Michelangelo Antonioni è uno dei maestri indiscussi del nostro cinema: il regista ferrarese, fin dal suo film d’esordio del 1950, sconvolse la scena italiana andando oltre il neorealismo con opere che trattavano temi straordinariamente moderni come il disagio interiore e la disgregazione dei rapporti affettivi. Con la Trilogia dell’Incomunicabilità (L’Avventura, La Notte e L’Eclisse), Blow-Up, Zabriskie Point e Professione: Reporter Antonioni ha scritto pagine indelebili della storia della settima arte mondiale. Deserto Rosso, pellicola del 1964 scritta a quattro mani con Tonino Guerra e con protagonista Monica Vitti, è uno dei tanti capolavori della sua filmografia.
Monica Vitti interpreta una donna che non riesce a colmare il suo vuoto interiore.
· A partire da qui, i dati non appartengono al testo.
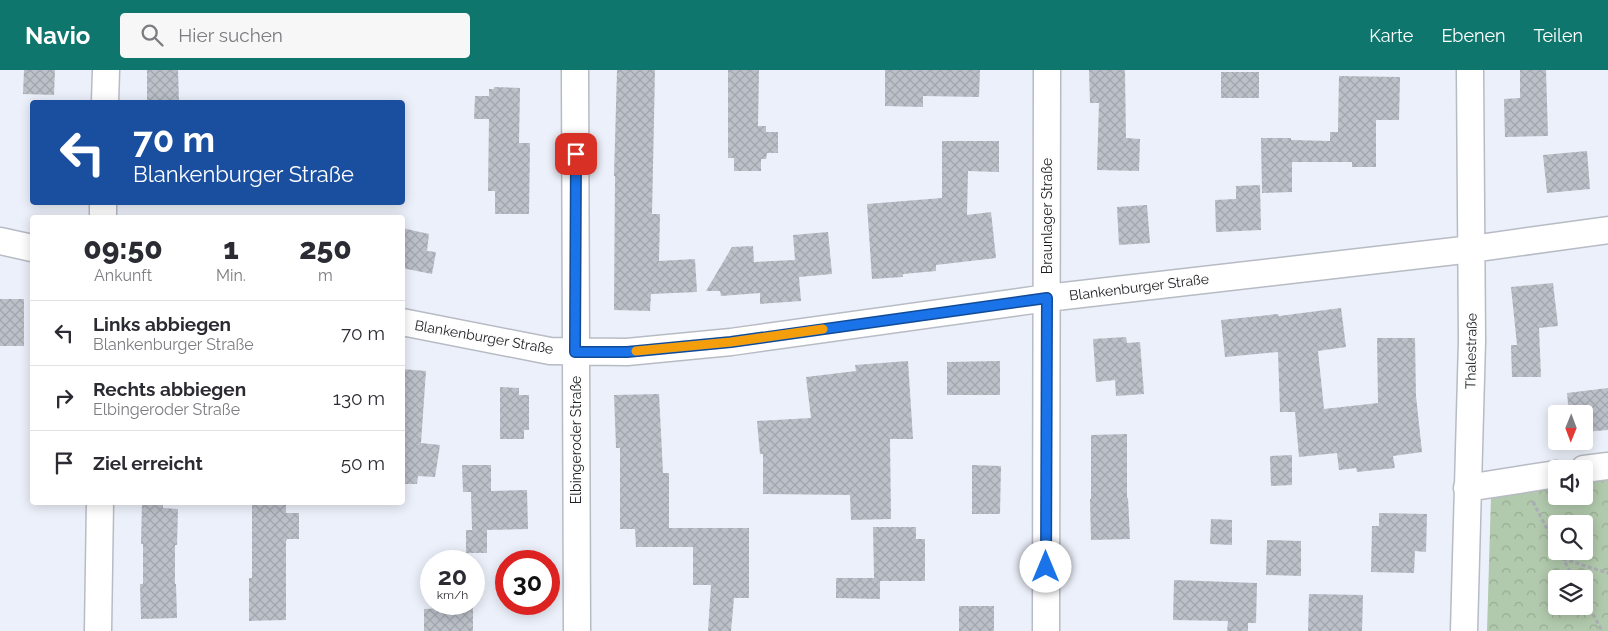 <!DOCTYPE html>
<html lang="de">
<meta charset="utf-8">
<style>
:root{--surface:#fff;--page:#f7f7f7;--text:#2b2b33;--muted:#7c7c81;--line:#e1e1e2;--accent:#0f766e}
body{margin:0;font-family:Raleway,sans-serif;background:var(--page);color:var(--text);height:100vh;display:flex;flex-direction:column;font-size:19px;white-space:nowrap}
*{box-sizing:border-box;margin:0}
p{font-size:16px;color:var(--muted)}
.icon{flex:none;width:28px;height:28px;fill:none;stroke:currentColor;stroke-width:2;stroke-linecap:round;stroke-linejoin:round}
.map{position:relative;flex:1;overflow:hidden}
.panel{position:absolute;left:30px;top:145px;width:375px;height:290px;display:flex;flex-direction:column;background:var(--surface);border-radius:5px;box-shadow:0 2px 12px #0003}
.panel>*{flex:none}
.top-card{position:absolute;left:30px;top:30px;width:375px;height:105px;border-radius:5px;box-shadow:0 2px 12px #0003;background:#1a4fa0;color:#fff;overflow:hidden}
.needle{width:32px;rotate:181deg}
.buttons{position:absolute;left:1548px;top:335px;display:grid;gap:10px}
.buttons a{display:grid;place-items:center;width:45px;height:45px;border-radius:5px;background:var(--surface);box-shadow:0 2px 12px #0003;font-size:25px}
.speed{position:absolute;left:420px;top:480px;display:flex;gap:10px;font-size:25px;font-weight:700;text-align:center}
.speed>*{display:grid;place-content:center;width:65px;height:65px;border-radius:50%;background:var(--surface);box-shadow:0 2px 12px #0003;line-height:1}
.speed small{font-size:12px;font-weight:400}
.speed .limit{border:8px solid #d22;background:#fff;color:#111}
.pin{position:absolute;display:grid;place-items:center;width:42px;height:42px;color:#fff;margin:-21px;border-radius:10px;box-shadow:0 2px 8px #0006}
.me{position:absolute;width:55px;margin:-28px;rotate:0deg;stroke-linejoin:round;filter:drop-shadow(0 0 4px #0008)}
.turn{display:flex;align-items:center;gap:18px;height:105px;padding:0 20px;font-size:22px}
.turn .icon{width:65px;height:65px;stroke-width:2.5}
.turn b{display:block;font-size:35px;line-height:42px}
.eta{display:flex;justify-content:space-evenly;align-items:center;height:85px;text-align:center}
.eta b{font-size:30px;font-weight:800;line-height:35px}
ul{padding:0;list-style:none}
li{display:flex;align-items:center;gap:15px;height:65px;padding:0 20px;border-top:1px solid var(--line)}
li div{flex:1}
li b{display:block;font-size:19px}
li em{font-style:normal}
header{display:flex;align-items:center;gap:30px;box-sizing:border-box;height:70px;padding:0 25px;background:var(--accent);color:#fff}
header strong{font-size:24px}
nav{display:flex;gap:28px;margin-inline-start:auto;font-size:18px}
.search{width:350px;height:45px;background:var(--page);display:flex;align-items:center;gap:12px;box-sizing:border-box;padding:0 18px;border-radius:5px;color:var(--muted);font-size:19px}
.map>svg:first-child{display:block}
.forest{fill:url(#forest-crowns);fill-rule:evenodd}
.building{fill:url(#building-cross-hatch)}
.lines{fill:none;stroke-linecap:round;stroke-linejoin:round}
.minor-casing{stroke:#b7bbc4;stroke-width:29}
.path{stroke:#aaadb5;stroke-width:3;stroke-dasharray:4 2.5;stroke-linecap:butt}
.minor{stroke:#fff;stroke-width:26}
.route-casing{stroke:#114b97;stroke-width:12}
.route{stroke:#1a73e8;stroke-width:9}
.slow{stroke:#f59e0b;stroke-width:9}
.labels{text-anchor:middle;stroke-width:4;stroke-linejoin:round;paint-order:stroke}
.street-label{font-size:14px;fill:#1e1f23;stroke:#fdfdfd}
</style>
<header>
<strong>Navio</strong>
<div class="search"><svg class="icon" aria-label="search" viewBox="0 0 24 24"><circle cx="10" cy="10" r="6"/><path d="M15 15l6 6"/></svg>Hier suchen</div>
<nav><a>Karte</a><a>Ebenen</a><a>Teilen</a></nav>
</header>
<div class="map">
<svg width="1608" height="561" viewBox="0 0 1608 561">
<defs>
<pattern id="forest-crowns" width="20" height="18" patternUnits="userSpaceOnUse" patternTransform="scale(1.25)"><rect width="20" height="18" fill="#b1c9ac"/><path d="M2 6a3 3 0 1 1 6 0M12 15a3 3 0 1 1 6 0" fill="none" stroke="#98ac94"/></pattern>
<pattern id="building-cross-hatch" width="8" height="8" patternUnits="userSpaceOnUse" patternTransform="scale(1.25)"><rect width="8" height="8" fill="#bcc0c9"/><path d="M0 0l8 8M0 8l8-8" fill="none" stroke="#a1a5ac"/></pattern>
</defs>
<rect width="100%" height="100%" fill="#ecf0fa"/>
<!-- forest -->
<path class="forest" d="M 1608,407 L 1608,561 L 1487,561 L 1491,426 L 1556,415 L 1556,426 L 1584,426 L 1584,411 ZM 1556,454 L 1584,454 L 1584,481 L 1556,481 ZM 1556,509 L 1584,509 L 1584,536 L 1556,536 Z"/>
<!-- building -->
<path class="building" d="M 24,0 L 55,0 L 54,25 L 23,24 Z
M 147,0 L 178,0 L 179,32 L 147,32 Z
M 617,0 L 655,0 L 652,144 L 660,144 L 659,191 L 695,189 L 697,222 L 651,224 L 650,241 L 614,240 L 615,106 L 614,106 Z
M 728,0 L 759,0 L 758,56 L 766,56 L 766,62 L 778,62 L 778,83 L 767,83 L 766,89 L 761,89 L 761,101 L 734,101 L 734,88 L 728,88 Z
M 885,0 L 980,0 L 979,27 L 923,26 L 923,37 L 885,36 Z
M 1089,0 L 1125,0 L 1126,68 L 1140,69 L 1139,101 L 1097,100 L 1099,33 L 1090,33 Z
M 1520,0 L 1546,0 L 1548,66 L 1505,67 L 1504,29 L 1520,28 Z
M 1221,2 L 1259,2 L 1259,28 L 1221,28 Z
M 1339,6 L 1400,7 L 1399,50 L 1376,50 L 1376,97 L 1352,97 L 1352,92 L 1292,92 L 1292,122 L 1262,123 L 1261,68 L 1291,68 L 1291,70 L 1330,71 L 1330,62 L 1338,62 Z
M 494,17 L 520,18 L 519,73 L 530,73 L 529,144 L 495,144 L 495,121 L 488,121 L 489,49 L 474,49 L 475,26 L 489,26 L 489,19 L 494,19 Z
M 942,71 L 999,71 L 999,102 L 968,101 L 967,145 L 991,142 L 996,188 L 936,195 L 936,201 L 903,204 L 903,207 L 872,209 L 867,134 L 942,128 Z
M 1587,81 L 1590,119 L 1547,123 L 1543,85 Z
M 1260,115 L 1261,160 L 1216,162 L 1215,130 L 1236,129 L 1236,116 Z
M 1147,135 L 1150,173 L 1119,175 L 1117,137 Z
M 402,158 L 429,164 L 427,181 L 436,182 L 432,204 L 402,198 Z
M 828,162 L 832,204 L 799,207 L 801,231 L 760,234 L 760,223 L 721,226 L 720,221 L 706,221 L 732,177 L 753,176 L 754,192 L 795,190 L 793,165 Z
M 1553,213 L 1558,256 L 1539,258 L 1541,307 L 1512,307 L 1511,275 L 1517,275 L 1511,217 Z
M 0,229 L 24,229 L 24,276 L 0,276 Z
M 1341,238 L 1346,277 L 1318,281 L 1324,339 L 1378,333 L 1377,268 L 1415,268 L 1416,326 L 1422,382 L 1393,386 L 1395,398 L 1357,402 L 1356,398 L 1339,400 L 1337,383 L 1299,387 L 1295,342 L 1280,342 L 1278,282 L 1225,287 L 1221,250 L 1278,244 L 1279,246 Z
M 1126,267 L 1127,273 L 1140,272 L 1144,324 L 1116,326 L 1115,310 L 1096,312 L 1093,269 Z
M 908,291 L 913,369 L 890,369 L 891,449 L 851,450 L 850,425 L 763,424 L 763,384 L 760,384 L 757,351 L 811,348 L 806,307 L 856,301 L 855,295 Z
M 1000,291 L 1000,325 L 947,325 L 947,292 Z
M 402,299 L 426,301 L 421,373 L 440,375 L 435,407 L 418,406 L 417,414 L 402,414 Z
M 500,317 L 519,318 L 519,325 L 529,325 L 529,360 L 524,360 L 524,369 L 500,369 Z
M 1608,318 L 1608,360 L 1584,362 L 1584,344 L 1569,344 L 1567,323 Z
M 659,324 L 663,403 L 669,403 L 669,458 L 749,458 L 749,528 L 734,528 L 731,561 L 708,561 L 711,515 L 693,515 L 693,477 L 636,477 L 635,459 L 620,459 L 620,378 L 616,378 L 614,325 Z
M 1127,364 L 1127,428 L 1128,428 L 1130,469 L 1091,470 L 1090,429 L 1091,429 L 1091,365 Z
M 1292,385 L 1292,415 L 1271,416 L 1270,386 Z
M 462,395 L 491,395 L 491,421 L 527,420 L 528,459 L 484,460 L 487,460 L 487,483 L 466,483 L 466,460 L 472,460 L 471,422 L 463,422 Z
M 972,395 L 1001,396 L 1000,444 L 972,444 Z
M 142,432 L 163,432 L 163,438 L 178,439 L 177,475 L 175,475 L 175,514 L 176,514 L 177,548 L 141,549 L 140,514 L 143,514 L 143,474 L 141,474 Z
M 252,432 L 286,432 L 286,443 L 299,443 L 299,469 L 287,469 L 286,472 L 286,550 L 249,551 L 249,508 L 252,508 Z
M 1379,443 L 1427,444 L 1426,482 L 1415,481 L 1414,503 L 1371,502 L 1372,456 L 1379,456 Z
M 1211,449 L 1232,450 L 1232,475 L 1210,474 Z
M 873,457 L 916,457 L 916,469 L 925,469 L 925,511 L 880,511 L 880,529 L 836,528 L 836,508 L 874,508 Z
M 1267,470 L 1301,471 L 1301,506 L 1266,505 Z
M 1174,510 L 1257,513 L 1256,553 L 1248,553 L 1248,561 L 1227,561 L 1228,551 L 1173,550 Z
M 1309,524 L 1363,525 L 1362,561 L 1308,561 Z
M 959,536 L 994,536 L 994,561 L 959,561 Z
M 473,537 L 473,561 L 424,561 L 424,539 Z"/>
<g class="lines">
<!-- minor casing -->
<g class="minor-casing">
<path id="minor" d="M 575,0 L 577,561
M 105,32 L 106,0
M 103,148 L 103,132
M 0,171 L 32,178
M 402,252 L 550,281 L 627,282 L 731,272 L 1047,228 L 1472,179 L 1608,160
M 1584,399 L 1608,396
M 1467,418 L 1556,404
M 98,561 L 100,432
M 1046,561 L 1047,0
M 1464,561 L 1472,271 L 1470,0"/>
</g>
<!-- path -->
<path class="path" d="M 1533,432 L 1556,476
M 1559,481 L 1574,509
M 1563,489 L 1608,503
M 1584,527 L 1602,561"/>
<!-- minor -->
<use href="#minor" class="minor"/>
</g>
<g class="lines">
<!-- route casing -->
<g class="route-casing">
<path id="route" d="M 576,84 L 575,282 L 627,282 L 731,272 L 1047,228 L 1046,497"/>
</g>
<!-- route -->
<use href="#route" class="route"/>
<!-- slow -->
<path class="slow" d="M 636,281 L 731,272 L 823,259"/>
</g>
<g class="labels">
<!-- street labels -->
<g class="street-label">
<text transform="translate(1047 146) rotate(-90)" y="5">Braunlager Straße</text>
<text transform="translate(1139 217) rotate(-7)" y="5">Blankenburger Straße</text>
<text transform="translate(484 267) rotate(10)" y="5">Blankenburger Straße</text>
<text transform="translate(1471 281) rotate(-89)" y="5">Thalestraße</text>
<text transform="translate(576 370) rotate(-90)" y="5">Elbingeroder Straße</text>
</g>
</g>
</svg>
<div class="buttons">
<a><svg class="needle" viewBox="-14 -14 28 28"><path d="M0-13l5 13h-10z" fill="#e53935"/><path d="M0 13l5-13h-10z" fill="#7c7c81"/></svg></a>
<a><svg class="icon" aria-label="sound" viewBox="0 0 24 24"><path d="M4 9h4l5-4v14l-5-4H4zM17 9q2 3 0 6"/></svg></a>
<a><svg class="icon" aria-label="search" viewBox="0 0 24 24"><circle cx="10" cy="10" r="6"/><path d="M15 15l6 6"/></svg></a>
<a><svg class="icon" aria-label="layers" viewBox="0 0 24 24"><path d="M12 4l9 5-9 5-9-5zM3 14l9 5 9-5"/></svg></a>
</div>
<div class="speed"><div>20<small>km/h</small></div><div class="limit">30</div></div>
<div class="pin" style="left:576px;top:84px;background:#d93025"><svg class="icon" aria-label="arrive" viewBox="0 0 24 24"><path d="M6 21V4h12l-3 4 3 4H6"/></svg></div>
<svg class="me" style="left:1046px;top:497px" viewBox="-20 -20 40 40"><circle r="19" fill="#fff"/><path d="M0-13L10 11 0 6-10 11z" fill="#1a73e8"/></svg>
<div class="top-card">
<div class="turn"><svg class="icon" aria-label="left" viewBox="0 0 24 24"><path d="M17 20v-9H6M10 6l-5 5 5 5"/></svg><div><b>70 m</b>Blankenburger Straße</div></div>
</div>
<section class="panel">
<div class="eta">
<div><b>09:50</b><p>Ankunft</p></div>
<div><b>1</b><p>Min.</p></div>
<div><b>250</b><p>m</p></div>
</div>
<ul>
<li><svg class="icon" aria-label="left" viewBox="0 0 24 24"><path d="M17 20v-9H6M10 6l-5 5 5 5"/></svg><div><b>Links abbiegen</b><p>Blankenburger Straße</p></div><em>70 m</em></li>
<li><svg class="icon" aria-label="right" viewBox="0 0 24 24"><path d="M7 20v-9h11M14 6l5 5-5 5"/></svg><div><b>Rechts abbiegen</b><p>Elbingeroder Straße</p></div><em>130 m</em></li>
<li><svg class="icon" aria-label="arrive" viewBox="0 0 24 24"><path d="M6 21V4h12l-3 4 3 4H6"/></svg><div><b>Ziel erreicht</b></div><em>50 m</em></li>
</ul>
</section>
</div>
Giuliana (Monica Vitti) è la moglie di Ugo (Carlo Chionetti), un dirigente industriale. Nonostante una vita agiata, la donna soffre di crisi nevrotiche che l’hanno spinta sull’orlo del suicidio. Neanche la relazione extraconiugale con Corrado (Richard Harris), amico e collega di Ugo, riesce del tutto a colmare il senso di insoddisfazione e di inadeguatezza di Giuliana.
Deserto Rosso, Leone d’Oro che rappresenta un importante passo nella ricerca estetica di Antonioni
Leone d’Oro nel 1964, Deserto Rosso è il primo film a colori di Michelangelo Antonioni (la fotografia di Carlo Di Palma fu premiata ai Nastri d’Argento). Ambientata a Ravenna, la pellicola rappresenta una sorta di estensione della Trilogia dell’Incomunicabilità, perché anche qui la tematica dell’alienazione è centrale. Tuttavia, a differenza dei tre precedenti lungometraggi, il maestro ferrarese dà grande spazio alla sperimentazione cromatica (in un’intervista Antonioni affermò che la storia prese vita a colori nella sua mente), realizzando probabilmente una delle più importanti opere italiane dal punto di vista della ricerca formale.
La vicenda di Giuliana, donna che non riesce a trovare un senso alla sua esistenza, si lega a doppio filo ad un’epoca post-industriale che tende a desertificare le relazioni interpersonali – lo scenario è una Ravenna plumbea e disumanizzata. Nonostante il film possa risultare ostico (il ritmo narrativo è volutamente compassato, con tanti momenti morti), la forza delle immagini e il talento di Monica Vitti nel rendere il suo personaggio estremamente umano e sfaccettato trascinano lo spettatore in un’esperienza visiva e sensoriale che ha pochi eguali nel cinema italiano, e che è stata fonte di ispirazione anche per fotografi e videoartisti.
Usando le parole di Andrej Tarkovskij, “Antonioni fa parte della ristrettissima schiera di cineasti-poeti che si creano il proprio mondo, i suoi grandi film non solo non invecchiano ma col tempo si riscaldano”.